WHAT NEEDS TO BE DONE: Check each line below for the word "pinky" and give the number of lines that have it, nothing more.

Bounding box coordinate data
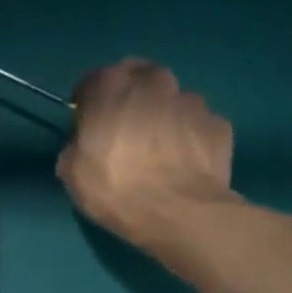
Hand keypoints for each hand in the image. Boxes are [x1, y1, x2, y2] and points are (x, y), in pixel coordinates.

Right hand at [57, 59, 237, 253]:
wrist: (179, 213)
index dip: (88, 102)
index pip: (93, 81)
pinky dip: (187, 136)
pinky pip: (196, 124)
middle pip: (138, 79)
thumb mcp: (72, 172)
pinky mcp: (219, 123)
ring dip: (162, 116)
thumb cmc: (115, 188)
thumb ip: (77, 145)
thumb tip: (86, 143)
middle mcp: (154, 82)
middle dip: (130, 97)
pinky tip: (181, 162)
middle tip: (124, 129)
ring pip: (171, 100)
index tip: (87, 124)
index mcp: (112, 87)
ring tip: (158, 150)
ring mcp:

ANSWER: 4